Segment Start: AVAILABLE DATA

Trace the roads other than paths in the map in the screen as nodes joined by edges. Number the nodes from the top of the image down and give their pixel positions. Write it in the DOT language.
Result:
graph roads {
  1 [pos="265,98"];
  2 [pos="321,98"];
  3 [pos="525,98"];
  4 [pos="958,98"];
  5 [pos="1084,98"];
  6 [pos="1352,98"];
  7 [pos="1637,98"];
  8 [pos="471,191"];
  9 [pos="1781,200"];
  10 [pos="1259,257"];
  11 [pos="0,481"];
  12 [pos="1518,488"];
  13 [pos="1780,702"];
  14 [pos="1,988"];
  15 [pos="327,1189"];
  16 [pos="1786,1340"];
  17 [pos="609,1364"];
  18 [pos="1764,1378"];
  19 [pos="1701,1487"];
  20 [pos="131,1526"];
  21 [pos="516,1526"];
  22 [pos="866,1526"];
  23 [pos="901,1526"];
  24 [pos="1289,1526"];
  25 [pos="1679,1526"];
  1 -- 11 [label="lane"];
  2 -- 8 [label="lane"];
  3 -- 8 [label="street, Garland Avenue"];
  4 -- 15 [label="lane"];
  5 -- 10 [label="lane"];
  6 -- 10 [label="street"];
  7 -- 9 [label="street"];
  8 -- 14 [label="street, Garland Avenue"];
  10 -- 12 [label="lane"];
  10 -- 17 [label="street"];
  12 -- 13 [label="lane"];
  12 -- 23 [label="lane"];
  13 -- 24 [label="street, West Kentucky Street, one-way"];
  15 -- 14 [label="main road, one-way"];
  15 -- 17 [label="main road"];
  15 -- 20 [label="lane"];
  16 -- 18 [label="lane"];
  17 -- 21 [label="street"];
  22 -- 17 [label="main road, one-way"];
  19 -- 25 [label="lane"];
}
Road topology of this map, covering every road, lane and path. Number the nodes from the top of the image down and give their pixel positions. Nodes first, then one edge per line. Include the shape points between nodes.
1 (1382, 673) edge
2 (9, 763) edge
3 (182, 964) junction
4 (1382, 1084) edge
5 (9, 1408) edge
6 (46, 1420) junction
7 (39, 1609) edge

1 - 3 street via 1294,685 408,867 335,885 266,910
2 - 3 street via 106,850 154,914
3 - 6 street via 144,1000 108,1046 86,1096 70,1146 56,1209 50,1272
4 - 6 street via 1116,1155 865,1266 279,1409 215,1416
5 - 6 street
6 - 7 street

Segment End: AVAILABLE DATA

*DESCRIPTION OF THE TASK*.
Please return all of the entries exactly as they were given.

*OUTPUT*.
Trace the roads other than paths in the map in the screen as nodes joined by edges. Number the nodes from the top of the image down and give their pixel positions. Write it in the DOT language.
Result:
graph roads {
  1 [pos="265,98"];
  2 [pos="321,98"];
  3 [pos="525,98"];
  4 [pos="958,98"];
  5 [pos="1084,98"];
  6 [pos="1352,98"];
  7 [pos="1637,98"];
  8 [pos="471,191"];
  9 [pos="1781,200"];
  10 [pos="1259,257"];
  11 [pos="0,481"];
  12 [pos="1518,488"];
  13 [pos="1780,702"];
  14 [pos="1,988"];
  15 [pos="327,1189"];
  16 [pos="1786,1340"];
  17 [pos="609,1364"];
  18 [pos="1764,1378"];
  19 [pos="1701,1487"];
  20 [pos="131,1526"];
  21 [pos="516,1526"];
  22 [pos="866,1526"];
  23 [pos="901,1526"];
  24 [pos="1289,1526"];
  25 [pos="1679,1526"];
  1 -- 11 [label="lane"];
  2 -- 8 [label="lane"];
  3 -- 8 [label="street, Garland Avenue"];
  4 -- 15 [label="lane"];
  5 -- 10 [label="lane"];
  6 -- 10 [label="street"];
  7 -- 9 [label="street"];
  8 -- 14 [label="street, Garland Avenue"];
  10 -- 12 [label="lane"];
  10 -- 17 [label="street"];
  12 -- 13 [label="lane"];
  12 -- 23 [label="lane"];
  13 -- 24 [label="street, West Kentucky Street, one-way"];
  15 -- 14 [label="main road, one-way"];
  15 -- 17 [label="main road"];
  15 -- 20 [label="lane"];
  16 -- 18 [label="lane"];
  17 -- 21 [label="street"];
  22 -- 17 [label="main road, one-way"];
  19 -- 25 [label="lane"];
}
Road topology of this map, covering every road, lane and path. Number the nodes from the top of the image down and give their pixel positions. Nodes first, then one edge per line. Include the shape points between nodes.
1 (1382, 673) edge
2 (9, 763) edge
3 (182, 964) junction
4 (1382, 1084) edge
5 (9, 1408) edge
6 (46, 1420) junction
7 (39, 1609) edge

1 - 3 street via 1294,685 408,867 335,885 266,910
2 - 3 street via 106,850 154,914
3 - 6 street via 144,1000 108,1046 86,1096 70,1146 56,1209 50,1272
4 - 6 street via 1116,1155 865,1266 279,1409 215,1416
5 - 6 street
6 - 7 street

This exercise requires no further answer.